28/04/2022

Todas as 14 térmicas a gás antirracionamento estão atrasadas

Todas as 14 térmicas a gás antirracionamento estão atrasadas
USINAS TERMICAS Foto Reuters Paulo Whitaker

Obras deveriam evitar cortes de luz de 2022 a 2025; metade pode descumprir até o prazo máximo.

A construção de todas as 14 térmicas a gás contratadas no leilão de energia emergencial em outubro do ano passado, para garantir o abastecimento neste ano em caso de nova seca, está atrasada. A projeção é que nenhuma delas vai entrar em operação na data inicial prevista, 1º de maio.

Levantamento que detalha o risco de descumprimento do cronograma e pede a aplicação das devidas providências consta de carta enviada, nesta terça-feira (26), pela Abrace, entidade que representa os grandes consumidores de energia, à Aneel, a agência que monitora o setor.

O acompanhamento considera os dados disponibilizados pela própria agência.

De acordo com a correspondência, uma portaria do MME (Ministério das Minas e Energia) permite atraso de até três meses nesse tipo de empreendimento. Ou seja, as térmicas teriam de estar ligadas e gerando energia até 1º de agosto.

No entanto, a projeção é que metade delas terá dificuldades para cumprir até mesmo esse prazo máximo; quatro delas não têm nem mesmo local definido para a instalação.
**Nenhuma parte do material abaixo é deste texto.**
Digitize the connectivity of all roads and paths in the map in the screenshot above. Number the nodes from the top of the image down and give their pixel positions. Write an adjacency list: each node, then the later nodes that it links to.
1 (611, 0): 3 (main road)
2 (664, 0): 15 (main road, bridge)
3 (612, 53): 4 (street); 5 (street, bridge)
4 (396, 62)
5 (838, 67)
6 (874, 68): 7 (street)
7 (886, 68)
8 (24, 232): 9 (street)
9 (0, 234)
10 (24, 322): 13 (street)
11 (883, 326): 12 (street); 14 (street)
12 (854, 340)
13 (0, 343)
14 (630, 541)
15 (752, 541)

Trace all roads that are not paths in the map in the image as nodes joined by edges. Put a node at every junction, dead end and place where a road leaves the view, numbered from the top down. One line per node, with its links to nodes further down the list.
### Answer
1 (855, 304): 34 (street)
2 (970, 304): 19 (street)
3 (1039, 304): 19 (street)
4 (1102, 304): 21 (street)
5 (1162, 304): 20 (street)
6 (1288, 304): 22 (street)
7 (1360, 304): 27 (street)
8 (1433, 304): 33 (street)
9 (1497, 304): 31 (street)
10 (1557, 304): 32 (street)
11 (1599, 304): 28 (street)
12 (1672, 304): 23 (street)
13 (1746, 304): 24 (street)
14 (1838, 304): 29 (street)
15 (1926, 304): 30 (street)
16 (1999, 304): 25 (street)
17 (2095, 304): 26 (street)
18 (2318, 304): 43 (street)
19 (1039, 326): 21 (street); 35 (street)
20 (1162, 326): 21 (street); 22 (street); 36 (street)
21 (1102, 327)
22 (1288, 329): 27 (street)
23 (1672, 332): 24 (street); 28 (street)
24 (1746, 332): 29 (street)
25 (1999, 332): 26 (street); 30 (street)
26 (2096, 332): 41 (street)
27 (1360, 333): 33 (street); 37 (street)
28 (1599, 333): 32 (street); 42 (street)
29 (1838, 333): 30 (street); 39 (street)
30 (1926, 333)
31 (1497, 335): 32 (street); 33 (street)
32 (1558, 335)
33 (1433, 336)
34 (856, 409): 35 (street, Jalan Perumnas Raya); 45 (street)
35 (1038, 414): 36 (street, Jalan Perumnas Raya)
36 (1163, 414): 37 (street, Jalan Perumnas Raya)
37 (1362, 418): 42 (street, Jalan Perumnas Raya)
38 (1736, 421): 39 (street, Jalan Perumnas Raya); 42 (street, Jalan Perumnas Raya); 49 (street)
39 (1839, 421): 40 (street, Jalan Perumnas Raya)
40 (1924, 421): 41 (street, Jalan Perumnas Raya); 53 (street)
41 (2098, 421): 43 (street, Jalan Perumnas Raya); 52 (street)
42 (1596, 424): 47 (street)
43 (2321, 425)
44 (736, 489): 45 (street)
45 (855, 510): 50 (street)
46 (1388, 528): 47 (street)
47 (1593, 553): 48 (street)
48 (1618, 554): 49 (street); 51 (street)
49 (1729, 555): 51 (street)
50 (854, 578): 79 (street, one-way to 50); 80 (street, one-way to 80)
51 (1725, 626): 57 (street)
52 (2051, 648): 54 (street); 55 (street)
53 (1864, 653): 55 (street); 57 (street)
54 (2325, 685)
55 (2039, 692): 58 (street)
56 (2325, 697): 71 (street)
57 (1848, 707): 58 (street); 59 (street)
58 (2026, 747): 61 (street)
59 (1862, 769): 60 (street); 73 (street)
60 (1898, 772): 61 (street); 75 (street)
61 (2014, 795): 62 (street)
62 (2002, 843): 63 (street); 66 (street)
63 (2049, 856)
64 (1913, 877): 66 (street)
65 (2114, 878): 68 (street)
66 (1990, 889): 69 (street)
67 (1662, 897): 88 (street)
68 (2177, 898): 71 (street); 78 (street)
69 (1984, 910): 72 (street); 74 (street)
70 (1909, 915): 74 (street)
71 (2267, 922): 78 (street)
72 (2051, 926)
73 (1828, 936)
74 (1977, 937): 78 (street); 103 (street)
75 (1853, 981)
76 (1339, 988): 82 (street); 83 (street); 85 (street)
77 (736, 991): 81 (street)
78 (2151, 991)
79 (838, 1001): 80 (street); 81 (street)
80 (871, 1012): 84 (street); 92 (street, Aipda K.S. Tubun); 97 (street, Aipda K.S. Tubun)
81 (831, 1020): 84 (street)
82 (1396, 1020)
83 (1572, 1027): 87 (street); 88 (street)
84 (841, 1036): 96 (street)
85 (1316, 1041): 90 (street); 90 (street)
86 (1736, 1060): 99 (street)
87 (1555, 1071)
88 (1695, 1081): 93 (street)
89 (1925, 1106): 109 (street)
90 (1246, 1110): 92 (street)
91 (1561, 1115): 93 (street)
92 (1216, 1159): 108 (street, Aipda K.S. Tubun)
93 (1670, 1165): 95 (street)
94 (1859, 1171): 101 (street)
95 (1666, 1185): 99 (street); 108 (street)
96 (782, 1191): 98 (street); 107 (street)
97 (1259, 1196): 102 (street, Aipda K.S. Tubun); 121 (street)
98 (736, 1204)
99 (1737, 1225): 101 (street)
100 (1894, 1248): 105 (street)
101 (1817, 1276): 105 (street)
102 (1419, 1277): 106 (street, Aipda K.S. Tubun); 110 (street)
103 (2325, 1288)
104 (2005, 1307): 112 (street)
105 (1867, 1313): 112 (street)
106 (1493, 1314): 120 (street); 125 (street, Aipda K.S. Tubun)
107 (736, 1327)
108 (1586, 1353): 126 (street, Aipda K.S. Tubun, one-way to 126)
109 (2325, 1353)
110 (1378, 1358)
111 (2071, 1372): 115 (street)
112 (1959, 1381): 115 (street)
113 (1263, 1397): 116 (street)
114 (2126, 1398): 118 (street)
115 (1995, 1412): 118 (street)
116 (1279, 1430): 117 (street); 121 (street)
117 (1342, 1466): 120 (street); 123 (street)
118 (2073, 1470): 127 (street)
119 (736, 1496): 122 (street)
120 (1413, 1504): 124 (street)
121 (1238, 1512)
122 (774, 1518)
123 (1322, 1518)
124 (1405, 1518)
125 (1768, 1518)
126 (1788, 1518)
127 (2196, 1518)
CONTRATOS ELEVAM CUSTO PARA O CONSUMIDOR DE ENERGIA

A Creg (Câmara de Regras Excepcionais para Gestão Hidroenergética) aprovou a contratação de usinas térmicas em setembro de 2021 com a meta de reforçar a recuperação dos reservatórios das hidrelétricas brasileiras entre 2022 e 2025. Naquele momento, os reservatórios das regiões Sudeste e Centro-Oeste, a caixa d'água do setor elétrico brasileiro, estavam com 19,59% de sua capacidade de armazenamento de energia.

modelagem do leilão emergencial chegou a ser questionada na Justiça, mas o governo conseguiu manter o certame.

Na correspondência à Aneel, a Abrace reforça que, agora, o cenário é outro. Os reservatórios do sistema nacional operam com 70% do volume de armazenamento, abrindo espaço para evitar o uso de energias mais caras, como a das térmicas.

Apesar da mudança de cenário, a entidade destaca que ainda assim é preciso cumprir os contratos com as térmicas firmados nesse leilão emergencial. Em contrapartida, pede à agência que aplique a elas a punição prevista pelo MME em caso de descumprimento do prazo máximo: a rescisão do contrato.

As térmicas a gás estão em diferentes estágios de atraso, segundo o acompanhamento.

Cinco têm chance de entrar em operação antes do prazo limite, em agosto: MP Paulínea, RE TG 100 02 01, Viana 1, Povoação 1, Luiz Oscar Rodrigues de Melo. Já Barra Bonita 1, Karkey 013, Karkey 019, Porsud 1 e Porsud 2 dificilmente estarão prontas até lá.

Quatro térmicas estão tão atrasadas que têm baixa chance de saírem do papel, de acordo com o documento: Edlux 10, EPP 2, EPP4 e Rio de Janeiro I.

Foram contratados projetos que totalizam 1.220,8 MW de potência instalada: se operassem em tempo integral, garantiriam capacidade suficiente para abastecer 6 milhões de habitantes, praticamente uma cidade do Rio de Janeiro.

Desse total, a maior parte, 1.177,8 MW, ficaram com projetos mais caros, movidos a gás. Apenas 43 MW vão ser cobertos por projetos de energia renovável. Segundo o levantamento da Abrace, todos os três projetos de renovais estão dentro do prazo (Fênix, que já foi concluída, Buritis e Machadinho).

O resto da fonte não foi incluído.